The problem = Without the pictures, write out all the lines below exactly as they appear.

[Saved data entries]
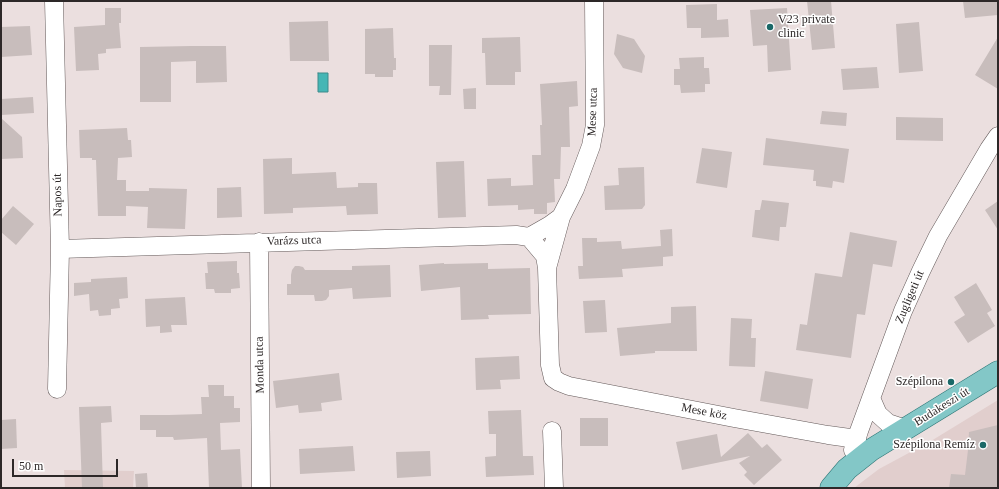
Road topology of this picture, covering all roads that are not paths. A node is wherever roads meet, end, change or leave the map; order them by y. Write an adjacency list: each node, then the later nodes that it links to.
1 (54, 1): 7 (street, Napos út)
2 (594, 1): 4 (street, Mese utca)
3 (998, 136): 12 (street, Zugligeti út)
4 (561, 217): 5 (street, Mese utca); 8 (street, Mese utca)
5 (529, 237): 6 (street, Varázs utca); 8 (street, Mese utca)
6 (259, 242): 7 (street, Varázs utca); 17 (street, Monda utca)
7 (60, 249): 11 (street, Napos út)
8 (547, 268): 10 (street, Mese utca)
9 (998, 372): 13 (main road, Budakeszi út)
10 (553, 378): 15 (street, Mese köz)
11 (57, 389)
12 (871, 398): 13 (street); 15 (street, Zugligeti út)
13 (906, 429): 16 (main road, Budakeszi út)
14 (552, 431): 18 (street)
15 (857, 439): 16 (street, Zugligeti út)
16 (847, 470): 19 (main road, Budakeszi út)
17 (261, 488)
18 (554, 488)
19 (831, 488)

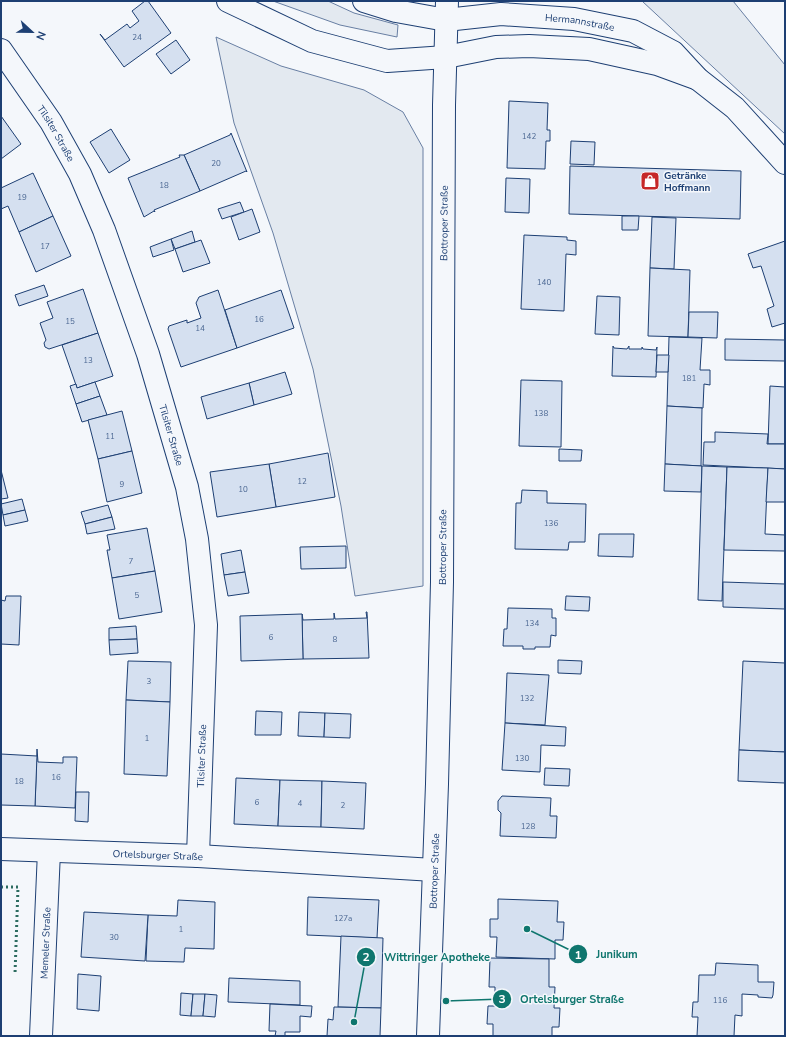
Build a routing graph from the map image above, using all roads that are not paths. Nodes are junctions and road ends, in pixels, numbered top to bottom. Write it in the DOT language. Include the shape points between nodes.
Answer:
graph roads {
  1 [pos="228,1"];
  2 [pos="364,1"];
  3 [pos="447,10"];
  4 [pos="1,50"];
  5 [pos="446,57"];
  6 [pos="698,78"];
  7 [pos="785,163"];
  8 [pos="1,849"];
  9 [pos="49,851"];
  10 [pos="198,856"];
  11 [pos="434,870"];
  12 [pos="41,1036"];
  13 [pos="428,1036"];
  1 -- 5 [label="street" via="312,41 386,61"];
  2 -- 3 [label="street" via="396,11"];
  3 -- 5 [label="street, Bottroper Straße"];
  3 -- 6 [label="street, Hermannstraße" via="574,19 633,31 673,52"];
  4 -- 10 [label="street, Tilsiter Straße" via="51,122 80,174 104,230 148,354 187,488 197,539 206,625"];
  5 -- 6 [label="street, Hermannstraße" via="496,47 589,49 657,64"];
  5 -- 11 [label="street, Bottroper Straße" via="442,582"];
  6 -- 7 [label="street, Hermannstraße" via="735,108"];
  8 -- 9 [label="street, Ortelsburger Straße"];
  9 -- 10 [label="street, Ortelsburger Straße"];
  9 -- 12 [label="street, Memeler Straße"];
  10 -- 11 [label="street, Ortelsburger Straße"];
  11 -- 13 [label="street, Bottroper Straße"];
}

Answer box =
Road topology of this picture, covering all roads that are not paths. A node is wherever roads meet, end, change or leave the map; order them by y. Write an adjacency list: each node, then the later nodes that it links to.
1 (54, 1): 7 (street, Napos út)
2 (594, 1): 4 (street, Mese utca)
3 (998, 136): 12 (street, Zugligeti út)
4 (561, 217): 5 (street, Mese utca); 8 (street, Mese utca)
5 (529, 237): 6 (street, Varázs utca); 8 (street, Mese utca)
6 (259, 242): 7 (street, Varázs utca); 17 (street, Monda utca)
7 (60, 249): 11 (street, Napos út)
8 (547, 268): 10 (street, Mese utca)
9 (998, 372): 13 (main road, Budakeszi út)
10 (553, 378): 15 (street, Mese köz)
11 (57, 389)
12 (871, 398): 13 (street); 15 (street, Zugligeti út)
13 (906, 429): 16 (main road, Budakeszi út)
14 (552, 431): 18 (street)
15 (857, 439): 16 (street, Zugligeti út)
16 (847, 470): 19 (main road, Budakeszi út)
17 (261, 488)
18 (554, 488)
19 (831, 488)

Build a routing graph from the map image above, using all roads that are not paths. Nodes are junctions and road ends, in pixels, numbered top to bottom. Write it in the DOT language. Include the shape points between nodes.
Answer:
graph roads {
  1 [pos="228,1"];
  2 [pos="364,1"];
  3 [pos="447,10"];
  4 [pos="1,50"];
  5 [pos="446,57"];
  6 [pos="698,78"];
  7 [pos="785,163"];
  8 [pos="1,849"];
  9 [pos="49,851"];
  10 [pos="198,856"];
  11 [pos="434,870"];
  12 [pos="41,1036"];
  13 [pos="428,1036"];
  1 -- 5 [label="street" via="312,41 386,61"];
  2 -- 3 [label="street" via="396,11"];
  3 -- 5 [label="street, Bottroper Straße"];
  3 -- 6 [label="street, Hermannstraße" via="574,19 633,31 673,52"];
  4 -- 10 [label="street, Tilsiter Straße" via="51,122 80,174 104,230 148,354 187,488 197,539 206,625"];
  5 -- 6 [label="street, Hermannstraße" via="496,47 589,49 657,64"];
  5 -- 11 [label="street, Bottroper Straße" via="442,582"];
  6 -- 7 [label="street, Hermannstraße" via="735,108"];
  8 -- 9 [label="street, Ortelsburger Straße"];
  9 -- 10 [label="street, Ortelsburger Straße"];
  9 -- 12 [label="street, Memeler Straße"];
  10 -- 11 [label="street, Ortelsburger Straße"];
  11 -- 13 [label="street, Bottroper Straße"];
}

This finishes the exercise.